DETAILED ACTION
Notice of Pre-AIA or AIA Status
The present application, filed on or after March 16, 2013, is being examined under the first inventor to file provisions of the AIA .
Information Disclosure Statement
The information disclosure statements filed 12/13/2024 and 3/25/2026 fails to comply with 37 CFR 1.98(a)(2), which requires a legible copy of each cited foreign patent document; each non-patent literature publication or that portion which caused it to be listed; and all other information or that portion which caused it to be listed. It has been placed in the application file, but the information referred to therein has not been considered.
Drawings
Figure 1 should be designated by a legend such as --Prior Art-- because only that which is old is illustrated. See MPEP § 608.02(g). Corrected drawings in compliance with 37 CFR 1.121(d) are required in reply to the Office action to avoid abandonment of the application. The replacement sheet(s) should be labeled “Replacement Sheet” in the page header (as per 37 CFR 1.84(c)) so as not to obstruct any portion of the drawing figures. If the changes are not accepted by the examiner, the applicant will be notified and informed of any required corrective action in the next Office action. The objection to the drawings will not be held in abeyance.

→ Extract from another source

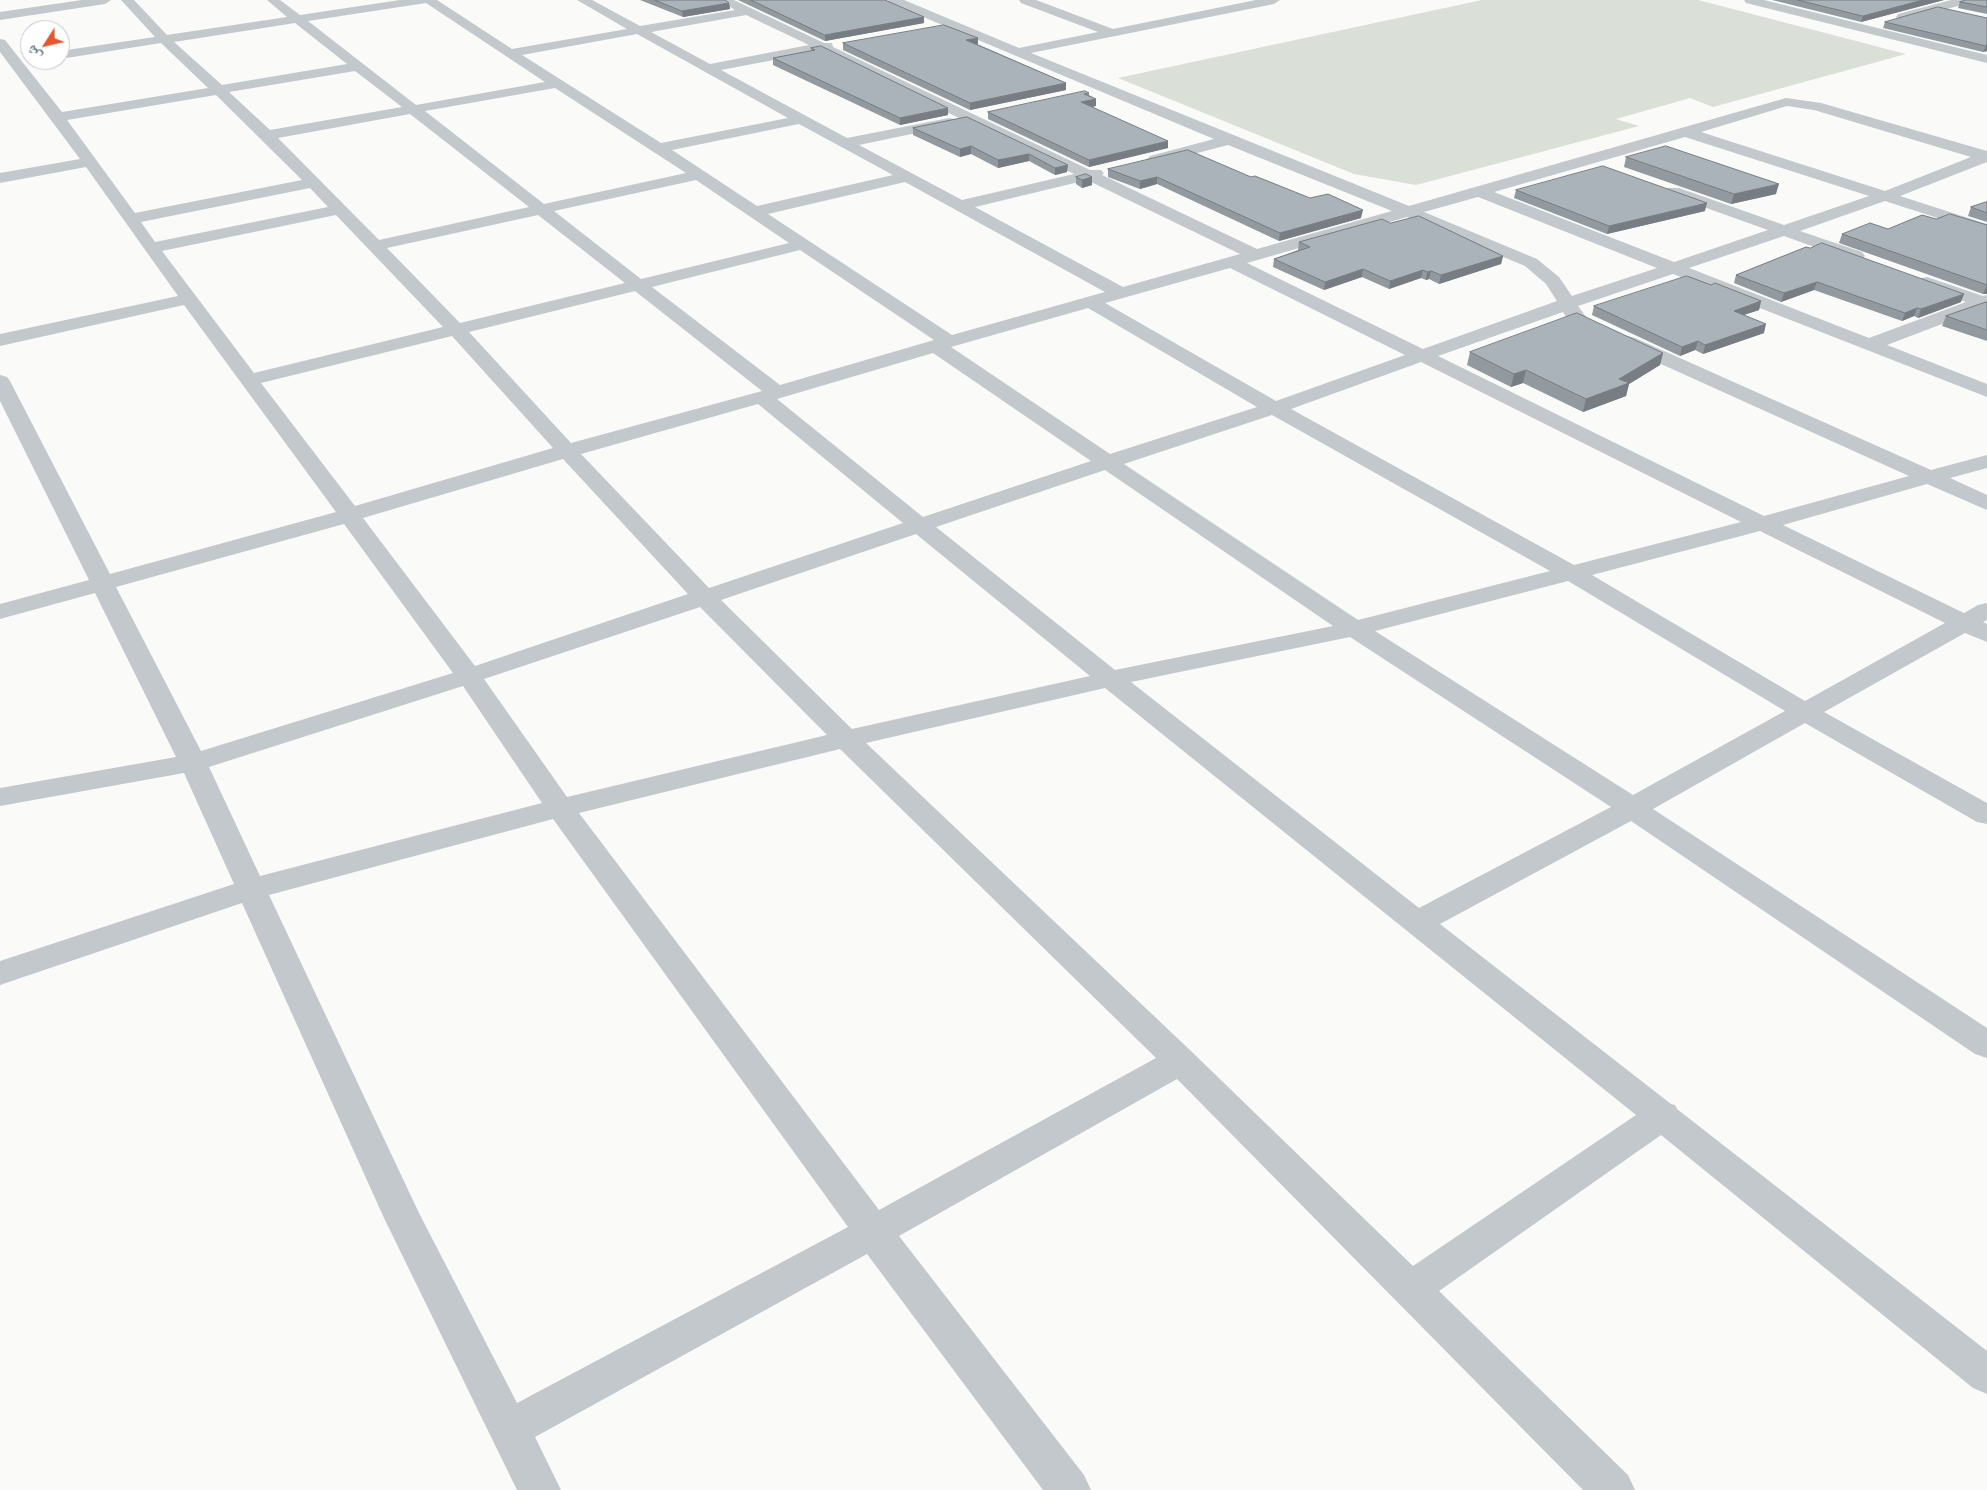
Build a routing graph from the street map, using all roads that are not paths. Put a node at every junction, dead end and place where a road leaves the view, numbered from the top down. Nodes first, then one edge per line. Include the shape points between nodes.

Claim Rejections - 35 USC § 112
The following is a quotation of 35 U.S.C. 112(b):
(b) CONCLUSION.—The specification shall conclude with one or more claims particularly pointing out and distinctly claiming the subject matter which the inventor or a joint inventor regards as the invention.

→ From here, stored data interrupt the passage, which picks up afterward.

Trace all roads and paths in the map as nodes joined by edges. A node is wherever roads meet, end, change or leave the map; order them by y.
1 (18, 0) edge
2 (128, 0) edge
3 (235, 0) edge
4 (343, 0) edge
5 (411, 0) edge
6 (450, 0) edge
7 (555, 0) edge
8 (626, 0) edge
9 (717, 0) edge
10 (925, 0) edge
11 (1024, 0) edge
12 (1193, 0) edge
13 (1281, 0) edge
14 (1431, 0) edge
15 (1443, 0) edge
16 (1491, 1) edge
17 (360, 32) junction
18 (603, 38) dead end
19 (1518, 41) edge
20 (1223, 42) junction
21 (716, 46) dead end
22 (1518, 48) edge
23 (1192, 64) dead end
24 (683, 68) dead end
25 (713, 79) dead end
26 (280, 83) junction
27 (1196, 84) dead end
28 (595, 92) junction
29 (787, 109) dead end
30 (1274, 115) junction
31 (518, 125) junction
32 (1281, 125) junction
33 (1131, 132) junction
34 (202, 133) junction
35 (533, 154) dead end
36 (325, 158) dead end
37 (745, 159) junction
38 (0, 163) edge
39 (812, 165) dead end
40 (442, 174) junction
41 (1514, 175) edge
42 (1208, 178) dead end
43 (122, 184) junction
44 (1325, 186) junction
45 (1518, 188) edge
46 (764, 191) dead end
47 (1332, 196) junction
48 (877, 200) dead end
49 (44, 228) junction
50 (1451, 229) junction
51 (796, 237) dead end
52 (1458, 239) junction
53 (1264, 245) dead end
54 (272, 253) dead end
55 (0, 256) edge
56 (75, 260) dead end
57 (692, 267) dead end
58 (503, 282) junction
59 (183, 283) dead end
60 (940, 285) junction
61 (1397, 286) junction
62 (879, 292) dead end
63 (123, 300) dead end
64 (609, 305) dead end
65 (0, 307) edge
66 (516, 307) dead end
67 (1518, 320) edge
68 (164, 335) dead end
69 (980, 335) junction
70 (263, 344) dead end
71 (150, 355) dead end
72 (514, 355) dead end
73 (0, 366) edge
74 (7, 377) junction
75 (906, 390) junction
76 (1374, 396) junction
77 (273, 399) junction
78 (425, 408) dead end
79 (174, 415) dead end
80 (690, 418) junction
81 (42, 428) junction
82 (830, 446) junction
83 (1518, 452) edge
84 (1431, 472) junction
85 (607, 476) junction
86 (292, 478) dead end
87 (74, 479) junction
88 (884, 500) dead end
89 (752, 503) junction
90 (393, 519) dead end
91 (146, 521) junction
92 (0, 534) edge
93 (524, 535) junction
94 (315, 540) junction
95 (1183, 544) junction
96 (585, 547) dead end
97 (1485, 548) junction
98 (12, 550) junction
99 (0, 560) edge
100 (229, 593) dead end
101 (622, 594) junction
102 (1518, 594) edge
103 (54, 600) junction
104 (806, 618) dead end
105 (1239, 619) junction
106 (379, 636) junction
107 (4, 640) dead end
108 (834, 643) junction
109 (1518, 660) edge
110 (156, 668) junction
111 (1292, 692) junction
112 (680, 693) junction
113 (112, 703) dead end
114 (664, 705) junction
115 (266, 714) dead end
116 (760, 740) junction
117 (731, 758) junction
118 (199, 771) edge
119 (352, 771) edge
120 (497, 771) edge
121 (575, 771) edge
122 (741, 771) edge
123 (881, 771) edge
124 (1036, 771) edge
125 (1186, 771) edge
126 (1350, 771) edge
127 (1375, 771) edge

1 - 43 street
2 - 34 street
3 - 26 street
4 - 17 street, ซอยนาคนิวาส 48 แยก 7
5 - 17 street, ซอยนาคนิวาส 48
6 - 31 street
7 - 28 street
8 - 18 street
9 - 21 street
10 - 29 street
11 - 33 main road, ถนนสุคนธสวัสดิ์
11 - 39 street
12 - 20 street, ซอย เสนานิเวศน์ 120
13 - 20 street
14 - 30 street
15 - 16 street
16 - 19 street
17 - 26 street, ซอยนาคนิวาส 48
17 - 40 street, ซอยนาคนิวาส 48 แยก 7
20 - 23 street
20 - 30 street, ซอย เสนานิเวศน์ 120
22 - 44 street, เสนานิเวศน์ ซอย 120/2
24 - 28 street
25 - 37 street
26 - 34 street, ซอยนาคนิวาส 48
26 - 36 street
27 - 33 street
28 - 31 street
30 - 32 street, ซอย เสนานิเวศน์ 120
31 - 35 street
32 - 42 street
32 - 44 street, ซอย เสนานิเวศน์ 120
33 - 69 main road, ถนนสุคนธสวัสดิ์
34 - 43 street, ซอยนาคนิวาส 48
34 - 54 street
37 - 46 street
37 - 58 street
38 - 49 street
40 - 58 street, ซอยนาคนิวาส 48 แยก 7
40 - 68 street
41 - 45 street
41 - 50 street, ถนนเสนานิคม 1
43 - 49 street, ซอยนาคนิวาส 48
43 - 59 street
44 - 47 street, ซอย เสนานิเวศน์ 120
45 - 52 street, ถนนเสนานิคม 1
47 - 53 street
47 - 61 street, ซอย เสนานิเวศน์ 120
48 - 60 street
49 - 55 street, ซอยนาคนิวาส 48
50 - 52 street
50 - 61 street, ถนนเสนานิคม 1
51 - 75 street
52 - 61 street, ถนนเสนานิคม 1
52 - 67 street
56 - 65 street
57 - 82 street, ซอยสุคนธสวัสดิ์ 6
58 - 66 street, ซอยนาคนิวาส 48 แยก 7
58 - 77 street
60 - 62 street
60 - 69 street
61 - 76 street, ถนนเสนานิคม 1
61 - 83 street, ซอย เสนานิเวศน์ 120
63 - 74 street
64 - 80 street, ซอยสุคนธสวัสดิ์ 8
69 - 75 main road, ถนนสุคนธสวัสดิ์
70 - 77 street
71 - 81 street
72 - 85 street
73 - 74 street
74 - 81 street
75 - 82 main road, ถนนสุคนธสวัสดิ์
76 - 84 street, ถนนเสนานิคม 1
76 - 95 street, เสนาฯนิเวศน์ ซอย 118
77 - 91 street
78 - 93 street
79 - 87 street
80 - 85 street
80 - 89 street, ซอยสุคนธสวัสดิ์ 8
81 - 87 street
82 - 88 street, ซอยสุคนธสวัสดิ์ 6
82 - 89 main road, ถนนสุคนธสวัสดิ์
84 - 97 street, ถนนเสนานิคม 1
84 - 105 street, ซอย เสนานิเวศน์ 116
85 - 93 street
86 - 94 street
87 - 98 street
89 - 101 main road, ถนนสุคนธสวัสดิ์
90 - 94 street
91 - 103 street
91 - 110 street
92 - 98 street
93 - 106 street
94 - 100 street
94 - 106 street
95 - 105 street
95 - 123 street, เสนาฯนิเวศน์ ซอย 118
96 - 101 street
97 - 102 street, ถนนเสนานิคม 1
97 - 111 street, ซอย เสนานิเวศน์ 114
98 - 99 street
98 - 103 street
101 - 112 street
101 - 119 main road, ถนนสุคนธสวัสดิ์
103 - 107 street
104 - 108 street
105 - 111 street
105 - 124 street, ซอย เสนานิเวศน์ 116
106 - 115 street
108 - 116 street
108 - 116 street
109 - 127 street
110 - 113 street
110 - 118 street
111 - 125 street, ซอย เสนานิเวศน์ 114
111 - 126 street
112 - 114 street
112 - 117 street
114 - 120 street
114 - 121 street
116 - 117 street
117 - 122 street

The following is a quotation of 35 U.S.C. 112 (pre-AIA ), second paragraph:
The specification shall conclude with one or more claims particularly pointing out and distinctly claiming the subject matter which the applicant regards as his invention.
Claims 1-20 are rejected under 35 U.S.C. 112(b) or 35 U.S.C. 112 (pre-AIA ), second paragraph, as being indefinite for failing to particularly point out and distinctly claim the subject matter which the inventor or a joint inventor (or for applications subject to pre-AIA 35 U.S.C. 112, the applicant), regards as the invention.
The claims are replete with errors. The claims should be revised carefully to correct the numerous errors. Examples of some unclear, inexact, or verbose limitations in the claims are:
Due to the run-on structure of the limitation(s) it is unclear what element(s) are being further limited. For example, in claim 1, it is unclear what element is being further limited to have “a first center of area.”
It is unclear what “center of area” means in the context presented.
Claim 1 recites “when installed in an X-Ray laminography system…” It is unclear whether or not the structure of the apparatus is being further limited.
Claim Rejections - 35 USC § 102
In the event the determination of the status of the application as subject to AIA 35 U.S.C. 102 and 103 (or as subject to pre-AIA 35 U.S.C. 102 and 103) is incorrect, any correction of the statutory basis (i.e., changing from AIA to pre-AIA ) for the rejection will not be considered a new ground of rejection if the prior art relied upon, and the rationale supporting the rejection, would be the same under either status.
The following is a quotation of the appropriate paragraphs of 35 U.S.C. 102 that form the basis for the rejections under this section made in this Office action:
A person shall be entitled to a patent unless –
(a)(1) the claimed invention was patented, described in a printed publication, or in public use, on sale, or otherwise available to the public before the effective filing date of the claimed invention.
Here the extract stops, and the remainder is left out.